CANSU DENİZ


MÜSLÜMAN, ?BU NE GÜZEL İNSAN? DEDİRTMELİDİR!


Âlemlere rahmet olarak gönderilen Peygamber Efendimiz (sa), bizlere tebliğ ettiği İslamiyet ile güzel ahlakı tamamlamak üzere geldiğini buyurmuştur. Yani İslamiyet yalnızca ibadet silsilesinden oluşmamakta, tüm oluşun-yaşayın prensiplerini bizlere aktarmakta, bu prensiplerle saadet zamanını yaşayan ehlibeytin güzel ahlakı nasıl hayata geçirdiğini göstermektedir. Bizlere düşen ise Peygamber Efendimizin ve sahabelerin nasıl yaşadığını öğrenip, Kuran-ı Kerim´i nasibimiz kadar hayatımıza aktarmaya çalışmaktır.
Zira Peygamber Efendimizin ve ashabının her hareketinde dersler vardır. Peygamber Efendimiz, Müslümanlık tebliğ olunana kadar şehir hayatı yaşamış, bulunduğu yerde sevilen ve güvenilen olmuş, El-Emin ismiyle anılmıştır. Peygamberlik görevi tebliğ olduktan sonra da Peygamber Efendimiz yine emanet ehli olarak bilinmiş, O´na olan güven zerre eksilmemiş, yalnızca iman etmeyen nefisler tevhidin karşısında durmaya çalışmıştır. Yani Peygamber Efendimiz; Hz. Ayşe´nin deyişi ile, yaşayan Kuran olmuş, güzel ahlakın nasıl hayata geçirildiğini bizlere öğretmiştir.

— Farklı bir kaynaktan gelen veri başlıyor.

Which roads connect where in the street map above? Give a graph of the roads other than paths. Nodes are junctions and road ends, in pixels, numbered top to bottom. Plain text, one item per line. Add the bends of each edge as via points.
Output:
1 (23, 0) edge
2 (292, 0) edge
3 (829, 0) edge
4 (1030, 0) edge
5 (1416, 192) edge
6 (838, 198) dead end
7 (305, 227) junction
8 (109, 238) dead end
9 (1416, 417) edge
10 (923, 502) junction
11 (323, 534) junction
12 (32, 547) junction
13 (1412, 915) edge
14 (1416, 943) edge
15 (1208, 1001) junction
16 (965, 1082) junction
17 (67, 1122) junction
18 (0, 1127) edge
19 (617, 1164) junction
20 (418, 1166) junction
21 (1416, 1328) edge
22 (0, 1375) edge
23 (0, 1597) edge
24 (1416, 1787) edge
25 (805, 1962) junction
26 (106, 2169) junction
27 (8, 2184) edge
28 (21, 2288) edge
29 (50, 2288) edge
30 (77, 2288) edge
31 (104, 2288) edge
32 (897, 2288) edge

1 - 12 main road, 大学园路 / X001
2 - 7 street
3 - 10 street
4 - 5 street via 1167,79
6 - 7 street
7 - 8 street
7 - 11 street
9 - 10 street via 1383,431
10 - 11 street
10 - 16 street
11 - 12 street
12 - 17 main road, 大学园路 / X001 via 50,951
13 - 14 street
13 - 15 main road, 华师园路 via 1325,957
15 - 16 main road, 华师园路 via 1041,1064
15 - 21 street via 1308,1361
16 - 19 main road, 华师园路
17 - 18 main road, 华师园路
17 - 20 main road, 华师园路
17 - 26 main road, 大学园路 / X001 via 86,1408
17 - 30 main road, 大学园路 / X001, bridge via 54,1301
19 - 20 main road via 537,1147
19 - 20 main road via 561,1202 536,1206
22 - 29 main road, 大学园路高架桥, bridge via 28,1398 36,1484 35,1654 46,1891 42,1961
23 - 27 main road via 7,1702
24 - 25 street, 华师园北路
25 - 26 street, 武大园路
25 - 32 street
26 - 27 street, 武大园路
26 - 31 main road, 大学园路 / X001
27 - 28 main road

Bu minvalde Müslüman olarak yapmamız gereken yalnızca ibadetlerimiz değildir. Müslüman; iyi ile kötüyü ayırt eden olmalıdır. Allah´ın lütfettiği gönül ve akılla; zalim olmayacağı gibi, mazlum da olmamalıdır. Yani her nefes, nefsi müdafaaya değil, Hakk´ı müdafaaya adanmalıdır. Ve kendimizden sonraki nesillerde bu şiarda yetiştirilmelidir.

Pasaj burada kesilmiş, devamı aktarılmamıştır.